Growing up in Mexico in a rural community, I had first-hand experience of the barriers and challenges that people face when seeking mental health resources. Due to these experiences, I became passionate about increasing mental health awareness and resources for rural communities. Understandably, there is a great stigma in seeking mental health services, and individuals would rather go to a local doctor instead. When I first reached out to IMSS and told them about my interest in mental health and rural communities, they were excited to support my project. They mentioned they were working on creating a small campaign to promote mental well-being in the city, and it would be great to see what the outcomes of my project would be in the rural communities. Moreover, the doctor in charge of the communities shared with me that many individuals, especially women, sought medication for their “nervios,” which is what they would often call anxiety, depression or panic attacks. This was largely due to the high prevalence of domestic violence, alcoholism, unemployment, and poverty in the community. By empowering the women, providing knowledge, and teaching them coping skills, we could possibly lower the number of women seeking medication for their “nervios” and improve their mental health. This was a great opportunity to provide support to the community by providing knowledge and empowerment as a way to create change at the individual/community level.

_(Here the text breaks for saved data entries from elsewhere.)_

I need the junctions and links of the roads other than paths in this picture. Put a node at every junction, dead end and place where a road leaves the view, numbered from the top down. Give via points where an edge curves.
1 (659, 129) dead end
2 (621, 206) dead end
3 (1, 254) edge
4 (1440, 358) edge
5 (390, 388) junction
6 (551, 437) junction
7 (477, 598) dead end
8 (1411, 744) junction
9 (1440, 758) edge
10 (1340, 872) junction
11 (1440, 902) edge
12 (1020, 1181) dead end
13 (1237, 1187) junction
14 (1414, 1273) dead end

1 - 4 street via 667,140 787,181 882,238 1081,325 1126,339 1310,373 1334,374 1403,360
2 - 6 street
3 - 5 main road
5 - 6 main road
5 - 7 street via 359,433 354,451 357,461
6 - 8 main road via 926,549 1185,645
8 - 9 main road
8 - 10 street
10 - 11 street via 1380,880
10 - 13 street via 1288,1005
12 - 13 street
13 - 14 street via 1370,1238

My time in Mexico allowed me to immerse myself in the culture and life of these two rural communities. I was honored to have the community members share a little part of their lives with me and open their homes to me. I learned of the barriers and challenges they face, as well as the many treasures and stories they have to share. Even though my time with them was limited I only hope to have had a positive impact in the community. My time there helped me to further understand the lives and struggles of the people. This experience ignited my love for working with rural communities and I look forward to continuing working to understand how to de-stigmatize mental health in rural communities and to create a sustainable mental health model for these communities. Lastly, I would like to thank the Global Public Affairs team for making this trip possible and for always being supportive.